XML Sitemap Optimization Hacks I Learned from My 5-Year-Old
My kids love to create games; the more complex the better. One game my son invented this summer was an intricate, treasure hunt set up in my childhood home. The best part was it included all sorts of details on where to find the next clue. It was foolproof.
And that’s the key to XML sitemaps. The details matter. The fluff does not.
It’s simple. For an XML sitemap to be effective, include the information you want Google to index. Here’s an outline of the most important things to consider:
Considerations for XML Sitemap Optimization
How am I going to organize the map?
My son mapped out nearly an entire two-story house. Virtually, every room could be used in his treasure hunt. To provide some perspective, he had a master map that identified where rooms were by numbers and colors. Then, each room had its own map with a matching number and color. If you solved the puzzle in the room, you found the map to the next room. And the game went on. There was no getting lost with this kind of organization. Areas of the house that didn’t matter were marked with a black “X”.
Start with a well-organized sitemap index page
Sitemaps are most effective when large chunks of data are broken out into separate child sitemaps and linked to from the sitemap index. Create child sitemaps for things like images and videos. Pages that are not valuable to search engines because they are mainly navigational or potentially viewed as duplicate content can be ignored. This includes things like categories, tags, author pages and dated archives.
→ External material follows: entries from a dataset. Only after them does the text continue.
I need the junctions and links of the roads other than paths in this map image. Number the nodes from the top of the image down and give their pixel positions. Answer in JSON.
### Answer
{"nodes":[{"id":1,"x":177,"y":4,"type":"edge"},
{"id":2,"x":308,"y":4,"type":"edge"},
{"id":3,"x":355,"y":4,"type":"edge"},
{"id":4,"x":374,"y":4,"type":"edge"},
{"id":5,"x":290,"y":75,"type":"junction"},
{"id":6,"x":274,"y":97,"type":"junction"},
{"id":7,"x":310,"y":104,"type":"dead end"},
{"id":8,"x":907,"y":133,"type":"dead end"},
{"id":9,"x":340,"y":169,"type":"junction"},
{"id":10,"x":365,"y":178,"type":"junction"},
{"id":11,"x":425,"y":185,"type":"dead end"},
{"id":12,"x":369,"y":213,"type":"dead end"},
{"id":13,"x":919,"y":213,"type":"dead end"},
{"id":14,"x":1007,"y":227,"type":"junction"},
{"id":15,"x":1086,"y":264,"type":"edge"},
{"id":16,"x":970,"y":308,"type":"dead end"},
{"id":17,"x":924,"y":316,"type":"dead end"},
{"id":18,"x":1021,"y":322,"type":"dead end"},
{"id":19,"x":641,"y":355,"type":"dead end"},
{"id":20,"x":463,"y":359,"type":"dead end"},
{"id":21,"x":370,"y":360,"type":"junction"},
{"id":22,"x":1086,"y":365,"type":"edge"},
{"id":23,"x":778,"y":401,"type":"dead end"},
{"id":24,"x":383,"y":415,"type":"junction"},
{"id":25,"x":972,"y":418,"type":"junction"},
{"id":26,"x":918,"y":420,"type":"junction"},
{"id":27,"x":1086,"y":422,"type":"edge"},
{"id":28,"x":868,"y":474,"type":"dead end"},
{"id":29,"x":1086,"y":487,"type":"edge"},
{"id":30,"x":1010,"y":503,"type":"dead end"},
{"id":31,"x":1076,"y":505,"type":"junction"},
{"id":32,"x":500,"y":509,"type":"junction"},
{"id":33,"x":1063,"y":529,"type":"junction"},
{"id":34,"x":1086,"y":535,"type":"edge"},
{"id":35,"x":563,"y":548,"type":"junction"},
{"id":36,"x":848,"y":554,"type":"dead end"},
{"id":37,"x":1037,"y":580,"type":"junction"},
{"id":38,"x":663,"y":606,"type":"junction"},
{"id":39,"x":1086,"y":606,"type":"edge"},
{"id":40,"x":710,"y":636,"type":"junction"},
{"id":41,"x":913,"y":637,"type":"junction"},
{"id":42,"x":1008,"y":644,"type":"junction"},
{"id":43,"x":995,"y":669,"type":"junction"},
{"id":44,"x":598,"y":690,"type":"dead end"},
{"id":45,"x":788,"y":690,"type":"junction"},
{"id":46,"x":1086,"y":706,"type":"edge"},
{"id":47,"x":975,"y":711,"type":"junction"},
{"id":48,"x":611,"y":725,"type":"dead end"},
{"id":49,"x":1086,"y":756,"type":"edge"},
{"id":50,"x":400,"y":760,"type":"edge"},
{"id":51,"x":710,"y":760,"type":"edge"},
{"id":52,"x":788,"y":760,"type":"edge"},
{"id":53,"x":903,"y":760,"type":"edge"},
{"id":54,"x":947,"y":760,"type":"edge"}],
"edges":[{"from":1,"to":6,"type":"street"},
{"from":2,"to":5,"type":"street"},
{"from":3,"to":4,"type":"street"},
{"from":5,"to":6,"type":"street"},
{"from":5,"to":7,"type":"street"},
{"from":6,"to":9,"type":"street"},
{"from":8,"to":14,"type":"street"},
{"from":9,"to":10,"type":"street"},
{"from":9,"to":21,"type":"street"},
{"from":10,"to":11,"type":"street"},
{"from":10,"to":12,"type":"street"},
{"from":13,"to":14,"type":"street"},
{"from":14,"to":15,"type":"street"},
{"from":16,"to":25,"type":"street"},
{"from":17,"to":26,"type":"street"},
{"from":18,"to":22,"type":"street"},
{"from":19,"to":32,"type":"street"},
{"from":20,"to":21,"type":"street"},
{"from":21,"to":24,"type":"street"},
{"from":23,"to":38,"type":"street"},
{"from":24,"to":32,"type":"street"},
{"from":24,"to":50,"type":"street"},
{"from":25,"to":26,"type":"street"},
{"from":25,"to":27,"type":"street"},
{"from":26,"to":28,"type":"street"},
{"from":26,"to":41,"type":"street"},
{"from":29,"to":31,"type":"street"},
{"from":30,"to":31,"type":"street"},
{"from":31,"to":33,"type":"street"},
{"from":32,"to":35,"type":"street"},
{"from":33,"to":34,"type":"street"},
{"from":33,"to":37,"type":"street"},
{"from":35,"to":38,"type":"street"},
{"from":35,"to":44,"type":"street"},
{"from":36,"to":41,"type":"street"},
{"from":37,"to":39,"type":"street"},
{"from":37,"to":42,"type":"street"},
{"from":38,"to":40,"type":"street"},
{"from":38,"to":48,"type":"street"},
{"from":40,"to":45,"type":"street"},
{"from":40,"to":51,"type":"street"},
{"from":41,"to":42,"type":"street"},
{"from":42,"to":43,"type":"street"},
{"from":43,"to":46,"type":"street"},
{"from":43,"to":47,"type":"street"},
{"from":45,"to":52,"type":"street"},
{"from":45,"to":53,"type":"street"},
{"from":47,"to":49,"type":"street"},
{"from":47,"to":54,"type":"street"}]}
I’ve also seen landing pages made strictly for paid search show up in the sitemap index.
This will vary greatly depending on your business. For example, a real estate broker may not want to include all the images for every property listing on their site. Real estate listings often expire, so the images become outdated quickly.
Remember: If it’s in your master map, it’s important to the treasure hunter or Google!
How often do you make changes? What’s most important?
In my son’s treasure hunt game, most of the content – his treasure maps – did not change. There were a couple of exceptions, but once complete, it was done. Some pieces of the map were more important than others. There was even one higher-priority map that was a shortcut, allowing the treasure hunter to skip steps in the game if they could decode it!
One element of my son’s game that posed a challenge was a pair of large drums in an upstairs living room that were constantly being moved. He didn’t know how to identify this in his map. His solution ended up being a pair of swirly arrows that signaled that the drums could be found anywhere in the room. It was his way to deal with something that was going to constantly update.
As mentioned before, your XML sitemap needs to match your site. Setting the priority rules and change frequency rules helps, but the real key is making sure that your sitemap is updated when changes are made, including when new content is added, pages are removed, or site structure changes.
Your sitemap and robots rules can be used as blueprints
My son took painstaking details to mark out key features of each room in his master blueprint of the house. The location of the most important furniture; where the windows were located; every vital element of each room was shown so the map would be useful and easily understood. And each child map matched the master.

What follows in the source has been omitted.